**Exercise objective**
The entries below are to be given back exactly, with images excluded.

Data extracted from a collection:
--

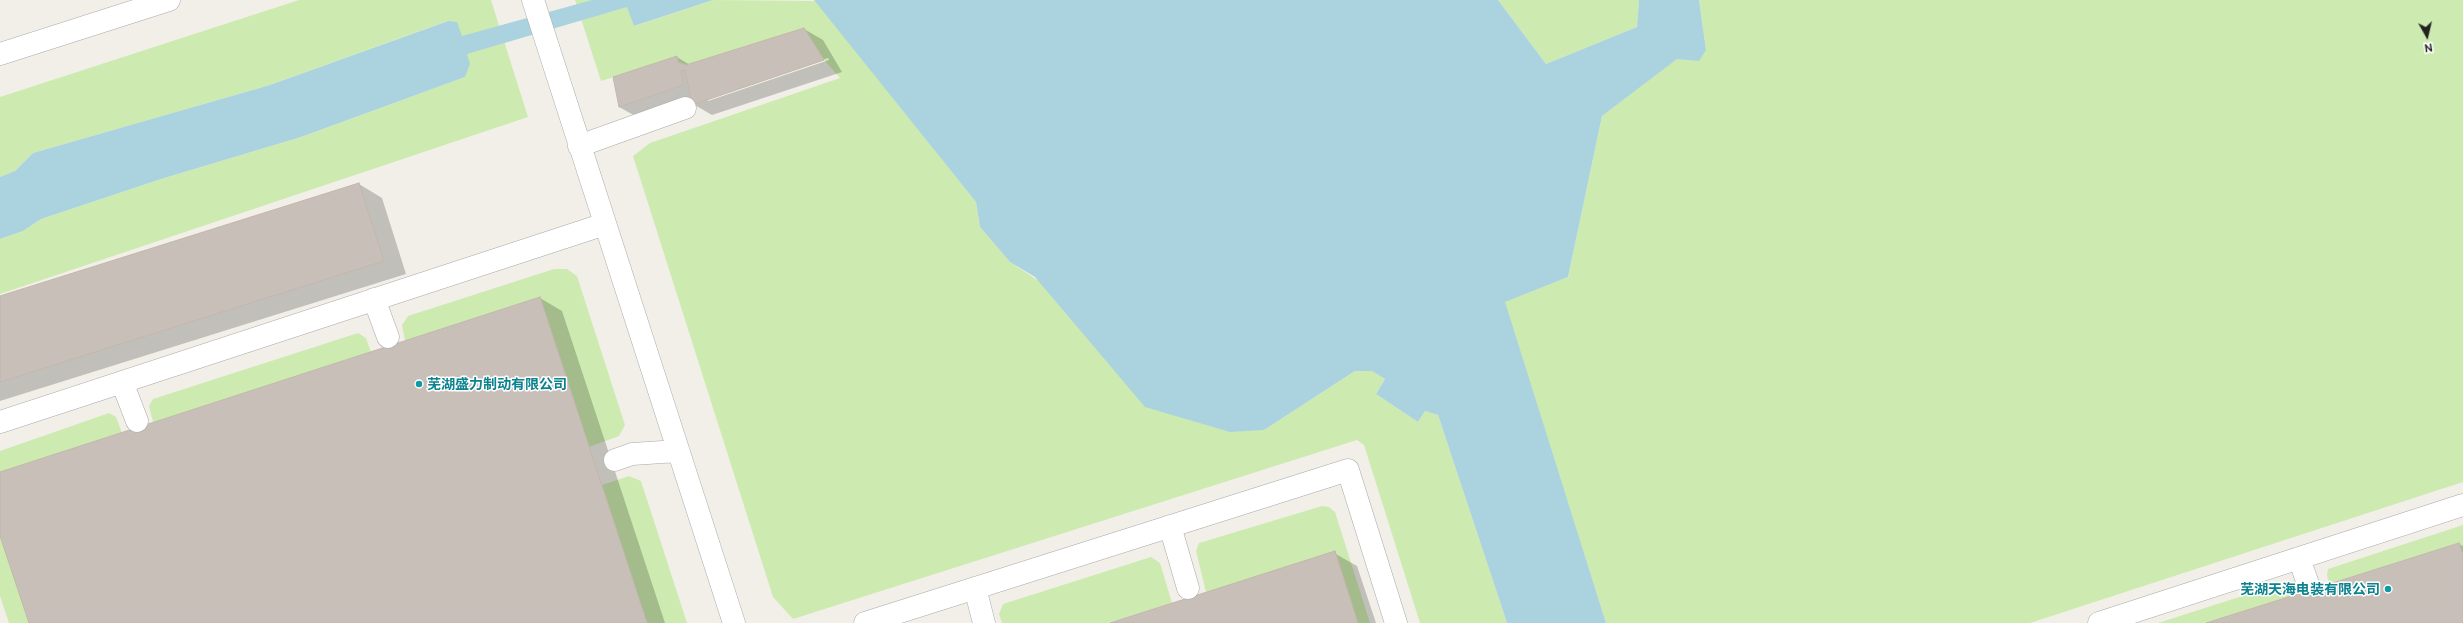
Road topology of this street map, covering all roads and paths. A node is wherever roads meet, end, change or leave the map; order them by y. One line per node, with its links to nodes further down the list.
1 (169, 0): 3 (lane)
2 (533, 0): 5 (lane)
3 (0, 54)
4 (685, 108): 5 (lane)
5 (579, 146): 6 (lane)
6 (605, 224): 7 (lane); 12 (lane)
7 (374, 299): 8 (lane); 9 (lane)
8 (388, 337)
9 (122, 382): 10 (lane); 11 (lane)
10 (137, 421)
11 (0, 422)
12 (678, 451): 13 (lane); 20 (lane)
13 (615, 460)
14 (2463, 505): 16 (lane)
15 (1170, 526): 18 (lane); 19 (lane); 23 (lane)
16 (2299, 558): 17 (lane); 24 (lane)
17 (2308, 584)
18 (975, 588): 21 (lane); 22 (lane)
19 (1188, 588)
20 (734, 623)
21 (865, 623)
22 (984, 623)
23 (1396, 623)
24 (2099, 623)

--

**Exercise output**
Road topology of this street map, covering all roads and paths. A node is wherever roads meet, end, change or leave the map; order them by y. One line per node, with its links to nodes further down the list.
1 (169, 0): 3 (lane)
2 (533, 0): 5 (lane)
3 (0, 54)
4 (685, 108): 5 (lane)
5 (579, 146): 6 (lane)
6 (605, 224): 7 (lane); 12 (lane)
7 (374, 299): 8 (lane); 9 (lane)
8 (388, 337)
9 (122, 382): 10 (lane); 11 (lane)
10 (137, 421)
11 (0, 422)
12 (678, 451): 13 (lane); 20 (lane)
13 (615, 460)
14 (2463, 505): 16 (lane)
15 (1170, 526): 18 (lane); 19 (lane); 23 (lane)
16 (2299, 558): 17 (lane); 24 (lane)
17 (2308, 584)
18 (975, 588): 21 (lane); 22 (lane)
19 (1188, 588)
20 (734, 623)
21 (865, 623)
22 (984, 623)
23 (1396, 623)
24 (2099, 623)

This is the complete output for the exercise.